As revealed on The42 earlier this month, next stop for the 4-0 Conlan will be another prestigious slot on a major Top Rank card, as for the first time in boxing history, two double Olympic champions square off in the ring on 9 December.

A former amateur standout in his own right, Conlan perceives his fifth and final outing of the year – at the same venue in which he made his professional debut back in March, Madison Square Garden’s 5,000-capacity ‘Theater’ – as a privilege. However, he also reckons he’s not merely featuring on the event as a means of progressing his own career.

“It’s a special fight to be on the undercard, this one. It’s an honour to be on the undercard for Vasyl Lomachenko and Guillermo Rigondeaux, two guys I’ve looked up to for my whole career – amateurs included, obviously.

“I think they [Top Rank] know I’m going to bring a big crowd, because it’s New York, close-ish to Ireland, a lot of Irish in the city, and it’s me fighting. I think for them, it’s a smart move to have me on it.

“I actually think that’s why they’re so keen to have me on it – because I’m not sure if Lomachenko and Rigondeaux would sell an awful lot of tickets in New York. They know I’m guaranteed to sell in New York.”

A trip to Boston has been mooted for the spring, but with his contractually-obliged homecoming bout having fallen by the wayside this year, Conlan says with no shortage of excitement that neither himself nor his Irish fanbase will be waiting too long for a Belfast return.

It’s definitely going to happen. There’s no doubt that it’s going to happen. And I know for a fact that it’s going to happen between May and June next year – that’s all I can say for now!

“It could have happened this year, but they want to have it on ESPN, and you know the reasons why [Top Rank CEO Bob Arum explained the situation to The42 last month]. I can’t really argue with it – they’re fair reasons.

“But Belfast boxing is booming, and I’m one of the front-runners which is an honour. Everybody seems to be getting a piece of the pie, which is great. This could be the golden age of Irish professional boxing which we’re coming into at the minute, and I’m really happy to be a part of it.”

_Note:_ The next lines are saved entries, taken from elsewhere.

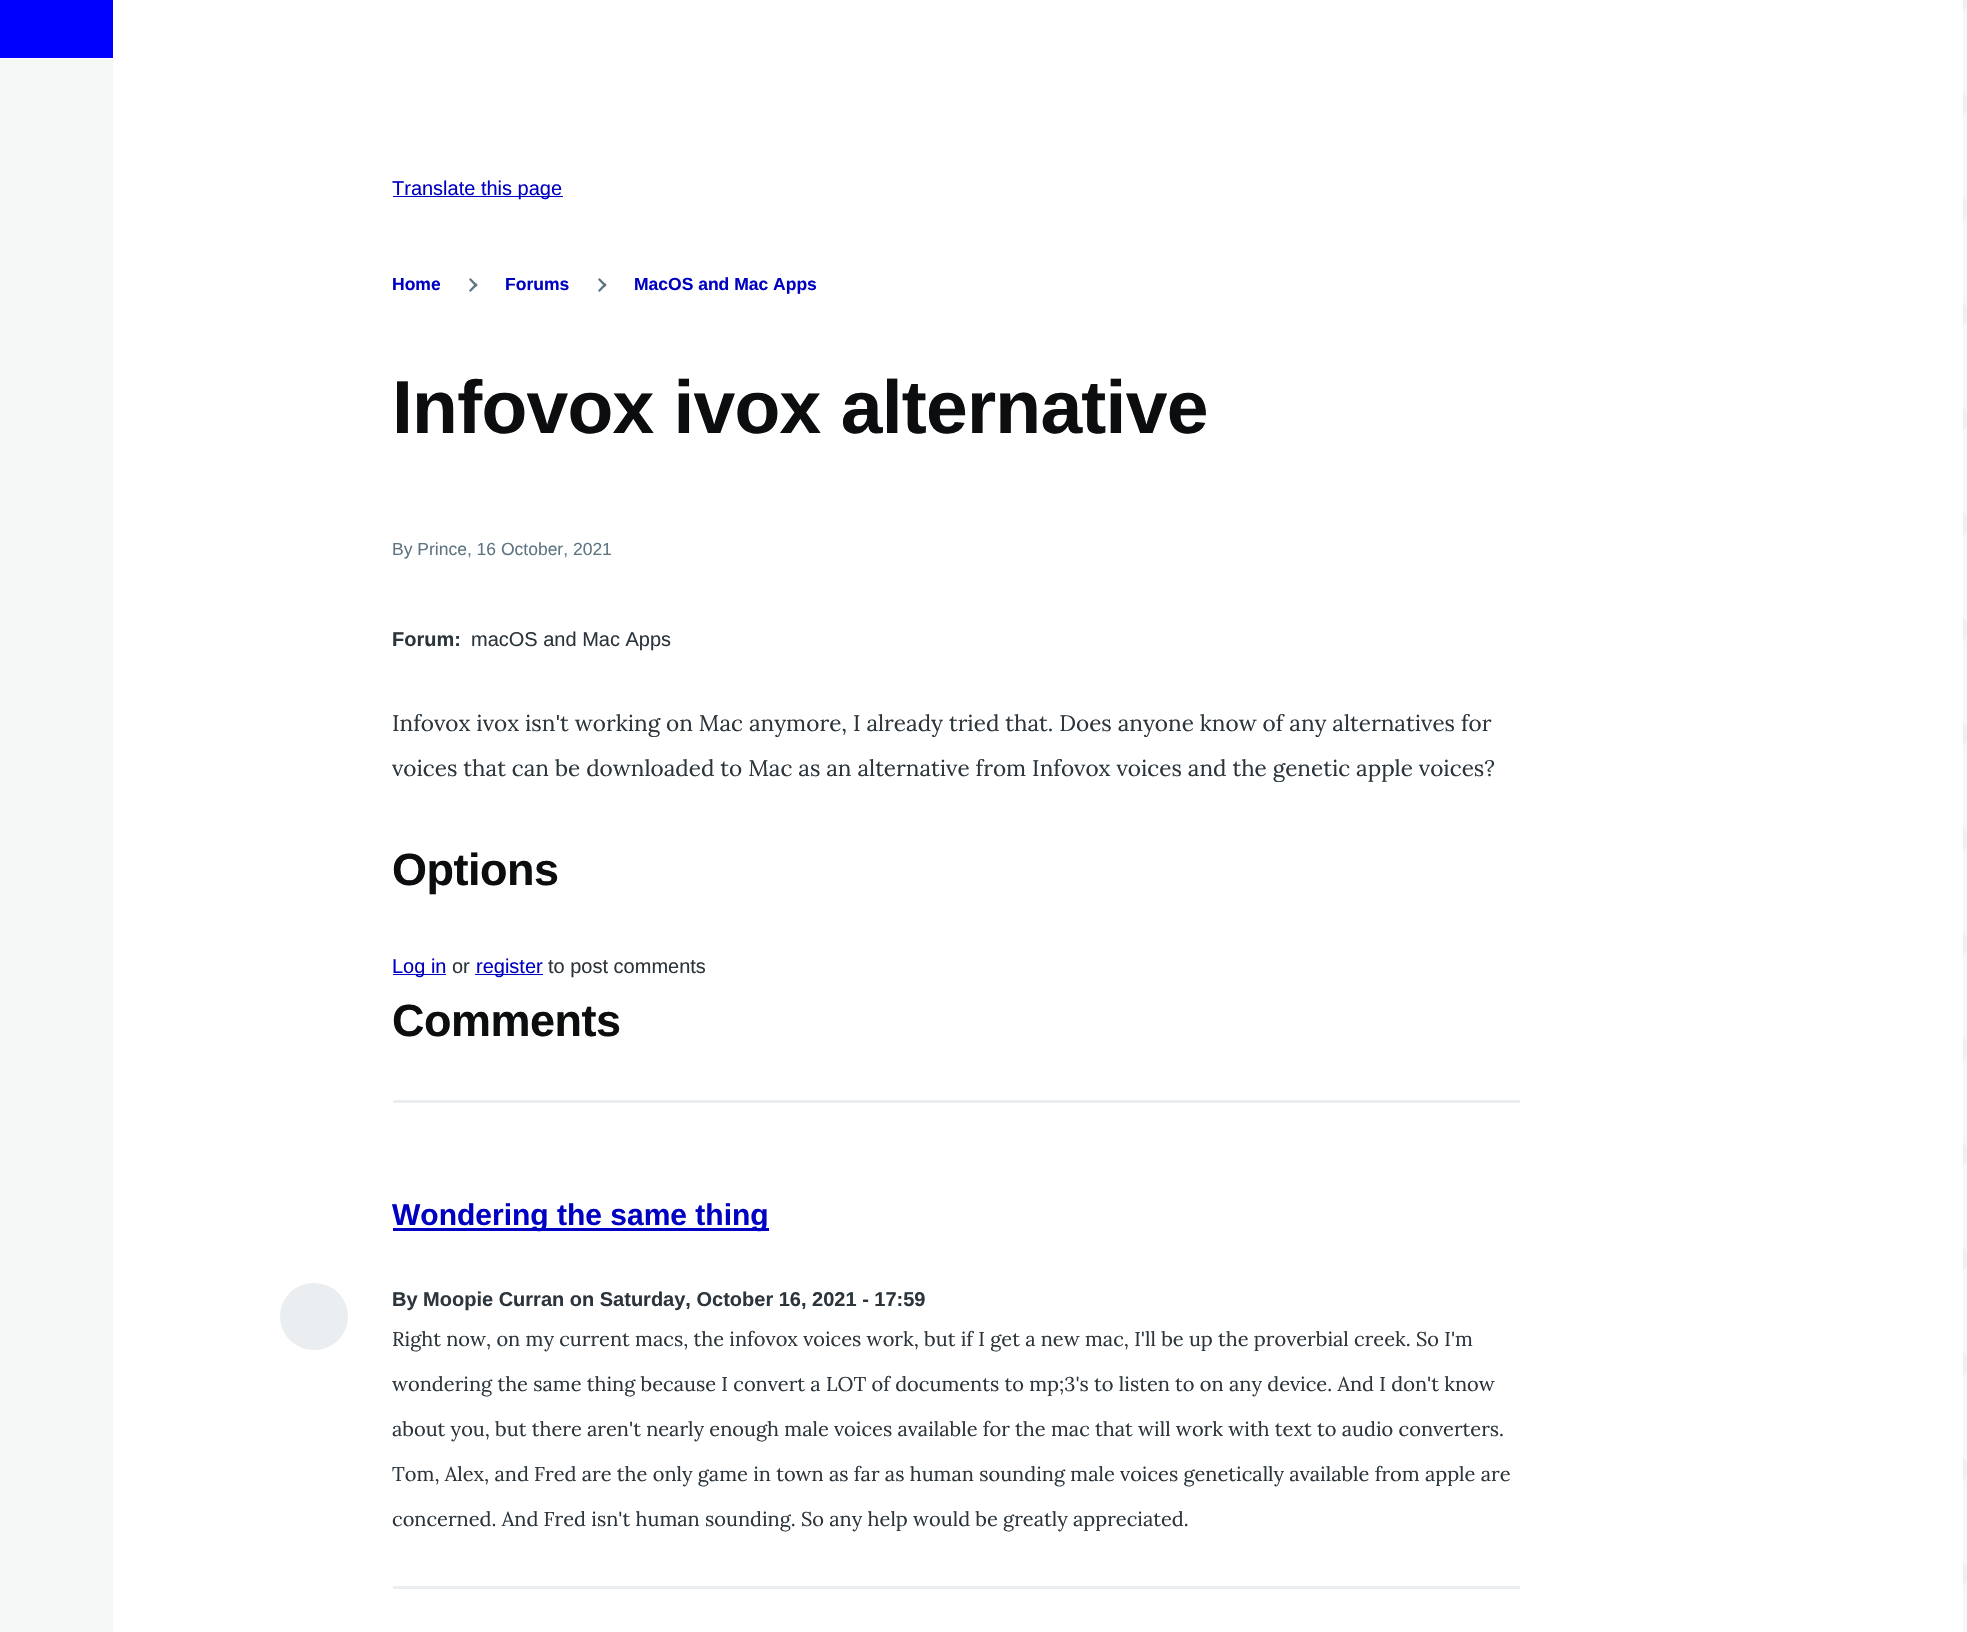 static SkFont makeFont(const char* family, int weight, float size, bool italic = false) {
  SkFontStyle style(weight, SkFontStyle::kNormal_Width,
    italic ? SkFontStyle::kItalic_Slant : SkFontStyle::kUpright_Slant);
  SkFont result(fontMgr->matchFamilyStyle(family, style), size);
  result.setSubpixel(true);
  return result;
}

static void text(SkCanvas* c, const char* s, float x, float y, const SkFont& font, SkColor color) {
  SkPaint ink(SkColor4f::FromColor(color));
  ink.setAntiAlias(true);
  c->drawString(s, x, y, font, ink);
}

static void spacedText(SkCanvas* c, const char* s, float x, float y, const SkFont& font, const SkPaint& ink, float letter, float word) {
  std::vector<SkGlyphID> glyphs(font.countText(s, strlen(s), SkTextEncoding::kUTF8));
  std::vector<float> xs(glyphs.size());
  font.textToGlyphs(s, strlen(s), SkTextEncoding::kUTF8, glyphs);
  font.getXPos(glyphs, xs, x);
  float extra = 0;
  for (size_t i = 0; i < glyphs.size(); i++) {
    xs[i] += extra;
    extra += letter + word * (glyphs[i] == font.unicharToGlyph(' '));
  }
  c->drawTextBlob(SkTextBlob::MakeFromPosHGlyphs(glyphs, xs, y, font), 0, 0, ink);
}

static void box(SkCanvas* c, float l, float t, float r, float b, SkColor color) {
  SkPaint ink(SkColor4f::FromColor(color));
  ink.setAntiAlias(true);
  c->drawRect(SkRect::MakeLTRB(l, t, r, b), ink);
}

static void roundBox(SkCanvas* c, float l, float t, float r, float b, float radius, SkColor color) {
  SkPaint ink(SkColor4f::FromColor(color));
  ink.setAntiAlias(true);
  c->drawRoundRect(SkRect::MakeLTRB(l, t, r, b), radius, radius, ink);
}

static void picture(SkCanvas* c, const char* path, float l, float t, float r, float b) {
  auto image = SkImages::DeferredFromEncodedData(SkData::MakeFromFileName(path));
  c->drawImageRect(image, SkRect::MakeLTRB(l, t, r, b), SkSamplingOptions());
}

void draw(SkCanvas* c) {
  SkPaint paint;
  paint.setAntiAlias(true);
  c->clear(0xfff6f8f8);
  picture(c, "img_01.png", 1963, 0, 1967, 1586);
  box(c, 0, 0, 1963, 1632, 0xffffffff);
  box(c, 0, 0, 113, 58, 0xff0000ff);
  box(c, 0, 59, 113, 1632, 0xfff6f8f8);
  box(c, 393, 196, 563, 197, 0xff0000c2);
  SkFont face1 = makeFont("Liberation Sans", 400, 20);
  text(c, "Translate this page", 392, 195, face1, 0xff0000c2);
  SkFont face2 = makeFont("Liberation Sans", 700, 17.5f);
  text(c, "Home", 392, 290, face2, 0xff0000c2);
  paint.setColor(0xff5f7581);
  c->drawPath(SkPathBuilder().moveTo(470.5f, 278).lineTo(477.5f, 285).lineTo(476, 287).lineTo(469, 279.5f).close().detach(), paint);
  c->drawPath(SkPathBuilder().moveTo(476, 283).lineTo(477.5f, 285).lineTo(470.5f, 292).lineTo(469, 290.5f).close().detach(), paint);
  text(c, "Forums", 505, 290, face2, 0xff0000c2);
  c->drawPath(SkPathBuilder().moveTo(599.5f, 278).lineTo(606.5f, 285).lineTo(605, 287).lineTo(598, 279.5f).close().detach(), paint);
  c->drawPath(SkPathBuilder().moveTo(605, 283).lineTo(606.5f, 285).lineTo(599.5f, 292).lineTo(598, 290.5f).close().detach(), paint);
  text(c, "MacOS and Mac Apps", 634, 290, face2, 0xff0000c2);
  SkFont face3 = makeFont("Liberation Sans", 700, 75);
  paint.setColor(0xff0b0d0f);
  spacedText(c, "Infovox ivox alternative", 392, 433, face3, paint, -0.75f, 0);
  SkFont face4 = makeFont("Liberation Sans", 400, 17.5f);
  text(c, "By Prince, 16 October, 2021", 392, 555, face4, 0xff5f7581);
  SkFont face5 = makeFont("Liberation Sans", 700, 20);
  text(c, "Forum:", 392, 646, face5, 0xff2b353b);
  text(c, "macOS and Mac Apps", 471, 646, face1, 0xff2b353b);
  SkFont face6 = makeFont("Lora", 400, 22.5f);
  text(c, "Infovox ivox isn't working on Mac anymore, I already tried that. Does anyone know of any alternatives for", 392, 731, face6, 0xff2b353b);
  text(c, "voices that can be downloaded to Mac as an alternative from Infovox voices and the genetic apple voices?", 392, 776, face6, 0xff2b353b);
  SkFont face7 = makeFont("Liberation Sans", 700, 45);
  spacedText(c, "Options", 392, 885, face7, paint, -0.5f, 0);
  box(c, 393, 974, 446, 975, 0xff0000c2);
  text(c, "Log in", 392, 973, face1, 0xff0000c2);
  text(c, "or", 452, 973, face1, 0xff2b353b);
  box(c, 475, 974, 543, 975, 0xff0000c2);
  text(c, "register", 476, 973, face1, 0xff0000c2);
  text(c, "to post comments", 548, 973, face1, 0xff2b353b);
  spacedText(c, "Comments", 392, 1036, face7, paint, -0.5f, 0);
  box(c, 393, 1100, 1520, 1103, 0xffeaeef0);
  box(c, 393, 1228, 769, 1231, 0xff0000c2);
  SkFont face8 = makeFont("Liberation Sans", 700, 30);
  text(c, "Wondering the same thing", 392, 1225, face8, 0xff0000c2);
  roundBox(c, 280, 1283, 348, 1350, 33.5f, 0xffeaeef0);
  text(c, "By Moopie Curran on Saturday, October 16, 2021 - 17:59", 392, 1306, face5, 0xff2b353b);
  SkFont face9 = makeFont("Lora", 400, 20);
  text(c, "Right now, on my current macs, the infovox voices work, but if I get a new mac, I'll be up the proverbial creek. So I'm", 392, 1346, face9, 0xff2b353b);
  text(c, "wondering the same thing because I convert a LOT of documents to mp;3's to listen to on any device. And I don't know", 392, 1391, face9, 0xff2b353b);
  text(c, "about you, but there aren't nearly enough male voices available for the mac that will work with text to audio converters.", 392, 1436, face9, 0xff2b353b);
  text(c, "Tom, Alex, and Fred are the only game in town as far as human sounding male voices genetically available from apple are", 392, 1481, face9, 0xff2b353b);
  text(c, "concerned. And Fred isn't human sounding. So any help would be greatly appreciated.", 392, 1526, face9, 0xff2b353b);
  box(c, 393, 1586, 1520, 1589, 0xffeaeef0);
}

Conlan will first traverse the Atlantic to Edinburgh for Paddy Barnes’ fourth professional contest on Friday week before attending the wedding of his brother, Sean.

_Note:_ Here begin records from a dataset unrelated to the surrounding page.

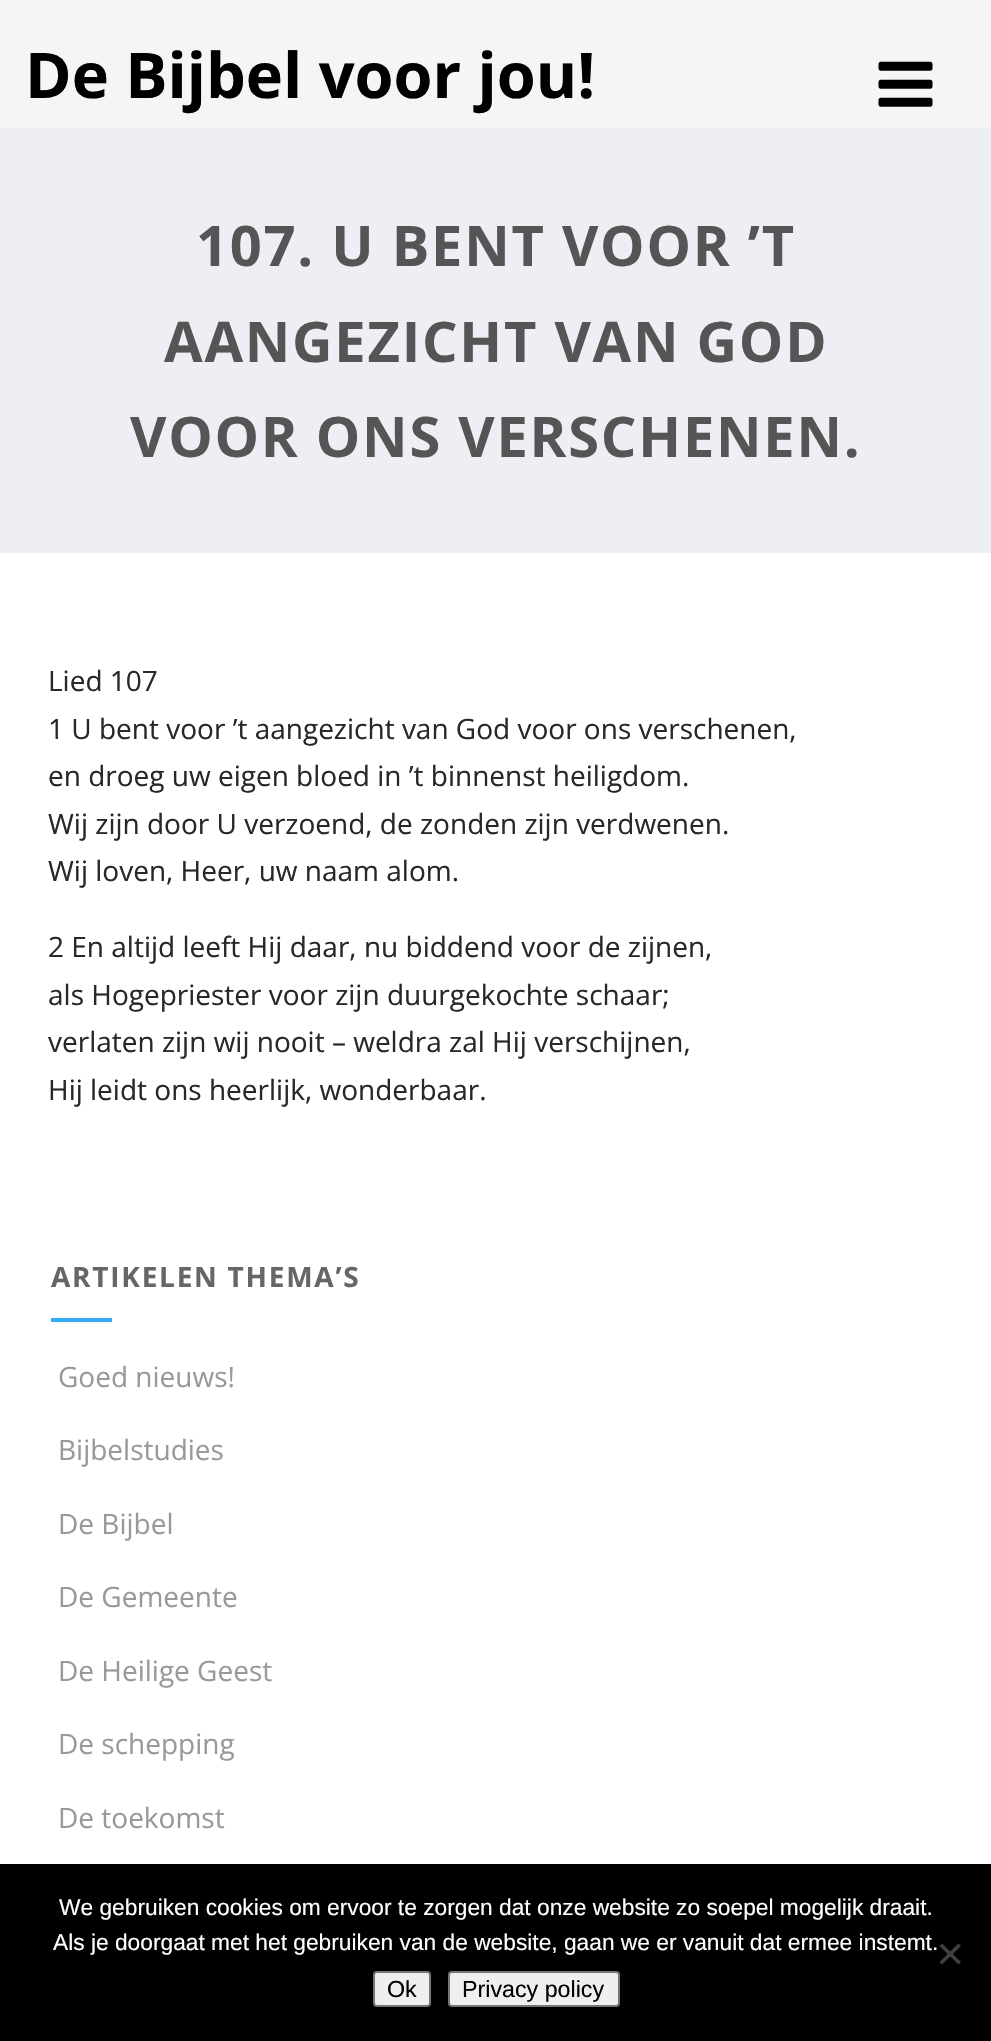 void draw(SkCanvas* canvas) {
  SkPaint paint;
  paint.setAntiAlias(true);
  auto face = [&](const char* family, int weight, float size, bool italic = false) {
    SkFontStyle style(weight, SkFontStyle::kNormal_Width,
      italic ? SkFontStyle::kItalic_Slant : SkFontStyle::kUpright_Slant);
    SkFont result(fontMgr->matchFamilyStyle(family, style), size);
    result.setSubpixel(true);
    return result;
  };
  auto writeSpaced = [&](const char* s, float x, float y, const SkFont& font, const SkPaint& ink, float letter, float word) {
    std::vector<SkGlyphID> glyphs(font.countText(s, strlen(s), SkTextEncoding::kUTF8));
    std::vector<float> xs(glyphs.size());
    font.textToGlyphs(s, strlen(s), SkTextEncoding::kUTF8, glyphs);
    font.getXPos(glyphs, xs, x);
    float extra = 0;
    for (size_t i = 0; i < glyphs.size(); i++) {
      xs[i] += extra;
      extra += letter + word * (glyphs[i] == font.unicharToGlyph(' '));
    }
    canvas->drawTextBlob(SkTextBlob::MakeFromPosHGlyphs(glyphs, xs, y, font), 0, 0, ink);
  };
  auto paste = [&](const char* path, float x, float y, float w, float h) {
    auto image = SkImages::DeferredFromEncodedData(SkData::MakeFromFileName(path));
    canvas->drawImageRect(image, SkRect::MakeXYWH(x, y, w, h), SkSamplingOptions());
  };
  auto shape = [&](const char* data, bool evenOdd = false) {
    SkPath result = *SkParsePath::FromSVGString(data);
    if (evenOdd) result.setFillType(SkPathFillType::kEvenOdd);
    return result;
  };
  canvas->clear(0xffffffff);
  paint.setColor(0xfff5f5f5);
  canvas->drawRect(SkRect::MakeXYWH(0, 0, 991, 128), paint);
  paste("img/1.png", 878, 61, 55, 46);
  {
    const struct { float x, y, w, h; SkColor color; } items[] = {
      {0, 128, 991, 425, 0xffeeeff5},
      {51, 1318, 61, 4, 0xff36abfc},
      {0, 1864, 991, 177, 0xff000000},
    };
    for (auto [x, y, w, h, color] : items) {
      paint.setColor(color);
      canvas->drawRect(SkRect::MakeXYWH(x, y, w, h), paint);
    }
  }
  paint.setColor(0xff404040);
  canvas->drawPath(shape("M958.5 1943.5L961 1946L942 1964.5L939.5 1962Z"), paint);
  canvas->drawPath(shape("M939.5 1946L942 1943.5L961 1962L958.5 1964.5Z"), paint);
  paint.setColor(0xffefefef);
  canvas->drawRoundRect(SkRect::MakeXYWH(374, 1972, 56, 34), 3, 3, paint);
  paint.setStroke(true);
  paint.setStrokeWidth(2);
  paint.setColor(0xff767676);
  canvas->drawRoundRect(SkRect::MakeXYWH(374, 1972, 56, 34), 3, 3, paint);
  paint.setStroke(false);
  paint.setColor(0xffefefef);
  canvas->drawRoundRect(SkRect::MakeXYWH(449, 1972, 170, 34), 3, 3, paint);
  paint.setStroke(true);
  paint.setColor(0xff767676);
  canvas->drawRoundRect(SkRect::MakeXYWH(449, 1972, 170, 34), 3, 3, paint);
  auto f0 = face("Open Sans", 700, 63);
  paint.setStroke(false);
  paint.setColor(0xff000000);
  canvas->drawString("De Bijbel voor jou!", 25, 98, f0, paint);
  auto f1 = face("Open Sans", 700, 56);
  paint.setColor(0xff555555);
  {
    const struct { const char* s; float x, y; } items[] = {
      {"107. U BENT VOOR ’T", 196, 266},
      {"AANGEZICHT VAN GOD", 164, 362},
      {"VOOR ONS VERSCHENEN.", 130, 457},
    };
    for (auto [s, x, y] : items) {
      writeSpaced(s, x, y, f1, paint, 1.75f, 0);
    }
  }
  auto f2 = face("Open Sans", 400, 28);
  paint.setColor(0xff282828);
  {
    const struct { const char* s; float x, y; } items[] = {
      {"Lied 107", 48, 691},
      {"1 U bent voor ’t aangezicht van God voor ons verschenen,", 48, 739},
      {"en droeg uw eigen bloed in ’t binnenst heiligdom.", 48, 786},
      {"Wij zijn door U verzoend, de zonden zijn verdwenen.", 48, 834},
      {"Wij loven, Heer, uw naam alom.", 48, 881},
      {"2 En altijd leeft Hij daar, nu biddend voor de zijnen,", 48, 957},
      {"als Hogepriester voor zijn duurgekochte schaar;", 48, 1005},
      {"verlaten zijn wij nooit – weldra zal Hij verschijnen,", 48, 1052},
      {"Hij leidt ons heerlijk, wonderbaar.", 48, 1100},
    };
    for (auto [s, x, y] : items) {
      canvas->drawString(s, x, y, f2, paint);
    }
  }
  auto f3 = face("Open Sans", 700, 28);
  paint.setColor(0xff666666);
  writeSpaced("ARTIKELEN THEMA’S", 51, 1287, f3, paint, 1.75f, 0);
  paint.setColor(0xff999999);
  {
    const struct { const char* s; float x, y; } items[] = {
      {"Goed nieuws!", 58, 1387},
      {"Bijbelstudies", 58, 1460},
      {"De Bijbel", 58, 1534},
      {"De Gemeente", 58, 1607},
      {"De Heilige Geest", 58, 1681},
      {"De schepping", 58, 1754},
      {"De toekomst", 58, 1828},
    };
    for (auto [s, x, y] : items) {
      canvas->drawString(s, x, y, f2, paint);
    }
  }
  auto f4 = face("Liberation Sans", 400, 22.75f);
  paint.setColor(0xffffffff);
  canvas->drawString("We gebruiken cookies om ervoor te zorgen dat onze website zo soepel mogelijk draait.", 59, 1915, f4, paint);
  canvas->drawString("Als je doorgaat met het gebruiken van de website, gaan we er vanuit dat ermee instemt.", 53, 1950, f4, paint);
  auto f5 = face("Liberation Sans", 400, 23.25f);
  paint.setColor(0xff000000);
  canvas->drawString("Ok", 387, 1997, f5, paint);
  canvas->drawString("Privacy policy", 462, 1997, f5, paint);
}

The 25-year-old’s fellow groomsman at Barnes’ own wedding in July, former two-weight world champion Carl Frampton, last week signed an advisory deal with Conlan’s management team, MTK, before confirming Frank Warren as his new promoter at the weekend.

The Falls Road fighter is pleased for ‘The Jackal’, whom he now perceives as “one of the lads” once more.

“Under the McGuigans, nobody was even able to talk to Carl Frampton,” he says. “Either they weren’t allowed to or Carl wasn’t allowed to speak to them.

“He was kind of on a leash more than anything. It’s good that he can get away from them now and he’s his own man.”